A faithful transcription of all lines below is the expected answer.

==*==

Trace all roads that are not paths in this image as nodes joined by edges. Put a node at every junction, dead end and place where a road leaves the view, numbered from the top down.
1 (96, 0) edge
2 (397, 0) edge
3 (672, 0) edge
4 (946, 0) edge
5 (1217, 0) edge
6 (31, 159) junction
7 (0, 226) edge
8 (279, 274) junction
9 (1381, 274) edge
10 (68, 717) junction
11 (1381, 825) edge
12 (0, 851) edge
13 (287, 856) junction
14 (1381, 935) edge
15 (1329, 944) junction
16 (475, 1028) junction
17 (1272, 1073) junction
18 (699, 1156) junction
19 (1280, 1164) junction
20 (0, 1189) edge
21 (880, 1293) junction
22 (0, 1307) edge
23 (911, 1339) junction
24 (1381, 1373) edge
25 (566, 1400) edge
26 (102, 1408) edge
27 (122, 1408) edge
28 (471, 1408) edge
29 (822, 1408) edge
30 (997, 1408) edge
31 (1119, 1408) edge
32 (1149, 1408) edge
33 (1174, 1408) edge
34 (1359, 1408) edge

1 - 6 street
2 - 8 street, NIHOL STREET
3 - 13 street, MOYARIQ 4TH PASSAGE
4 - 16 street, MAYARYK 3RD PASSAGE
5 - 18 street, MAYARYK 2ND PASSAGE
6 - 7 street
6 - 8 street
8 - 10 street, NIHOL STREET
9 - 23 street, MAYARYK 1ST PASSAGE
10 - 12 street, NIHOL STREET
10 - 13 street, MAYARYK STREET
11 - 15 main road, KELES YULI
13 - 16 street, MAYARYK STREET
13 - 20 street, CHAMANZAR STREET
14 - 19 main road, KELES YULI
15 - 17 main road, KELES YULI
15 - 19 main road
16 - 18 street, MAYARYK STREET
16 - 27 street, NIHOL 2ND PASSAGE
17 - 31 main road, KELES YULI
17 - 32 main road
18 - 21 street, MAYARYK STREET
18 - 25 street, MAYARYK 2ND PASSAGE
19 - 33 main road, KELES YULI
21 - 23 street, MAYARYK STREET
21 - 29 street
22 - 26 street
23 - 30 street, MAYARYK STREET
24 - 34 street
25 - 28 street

==*==

### EXERCISE ANSWER:
Trace all roads that are not paths in this image as nodes joined by edges. Put a node at every junction, dead end and place where a road leaves the view, numbered from the top down.
1 (96, 0) edge
2 (397, 0) edge
3 (672, 0) edge
4 (946, 0) edge
5 (1217, 0) edge
6 (31, 159) junction
7 (0, 226) edge
8 (279, 274) junction
9 (1381, 274) edge
10 (68, 717) junction
11 (1381, 825) edge
12 (0, 851) edge
13 (287, 856) junction
14 (1381, 935) edge
15 (1329, 944) junction
16 (475, 1028) junction
17 (1272, 1073) junction
18 (699, 1156) junction
19 (1280, 1164) junction
20 (0, 1189) edge
21 (880, 1293) junction
22 (0, 1307) edge
23 (911, 1339) junction
24 (1381, 1373) edge
25 (566, 1400) edge
26 (102, 1408) edge
27 (122, 1408) edge
28 (471, 1408) edge
29 (822, 1408) edge
30 (997, 1408) edge
31 (1119, 1408) edge
32 (1149, 1408) edge
33 (1174, 1408) edge
34 (1359, 1408) edge

1 - 6 street
2 - 8 street, NIHOL STREET
3 - 13 street, MOYARIQ 4TH PASSAGE
4 - 16 street, MAYARYK 3RD PASSAGE
5 - 18 street, MAYARYK 2ND PASSAGE
6 - 7 street
6 - 8 street
8 - 10 street, NIHOL STREET
9 - 23 street, MAYARYK 1ST PASSAGE
10 - 12 street, NIHOL STREET
10 - 13 street, MAYARYK STREET
11 - 15 main road, KELES YULI
13 - 16 street, MAYARYK STREET
13 - 20 street, CHAMANZAR STREET
14 - 19 main road, KELES YULI
15 - 17 main road, KELES YULI
15 - 19 main road
16 - 18 street, MAYARYK STREET
16 - 27 street, NIHOL 2ND PASSAGE
17 - 31 main road, KELES YULI
17 - 32 main road
18 - 21 street, MAYARYK STREET
18 - 25 street, MAYARYK 2ND PASSAGE
19 - 33 main road, KELES YULI
21 - 23 street, MAYARYK STREET
21 - 29 street
22 - 26 street
23 - 30 street, MAYARYK STREET
24 - 34 street
25 - 28 street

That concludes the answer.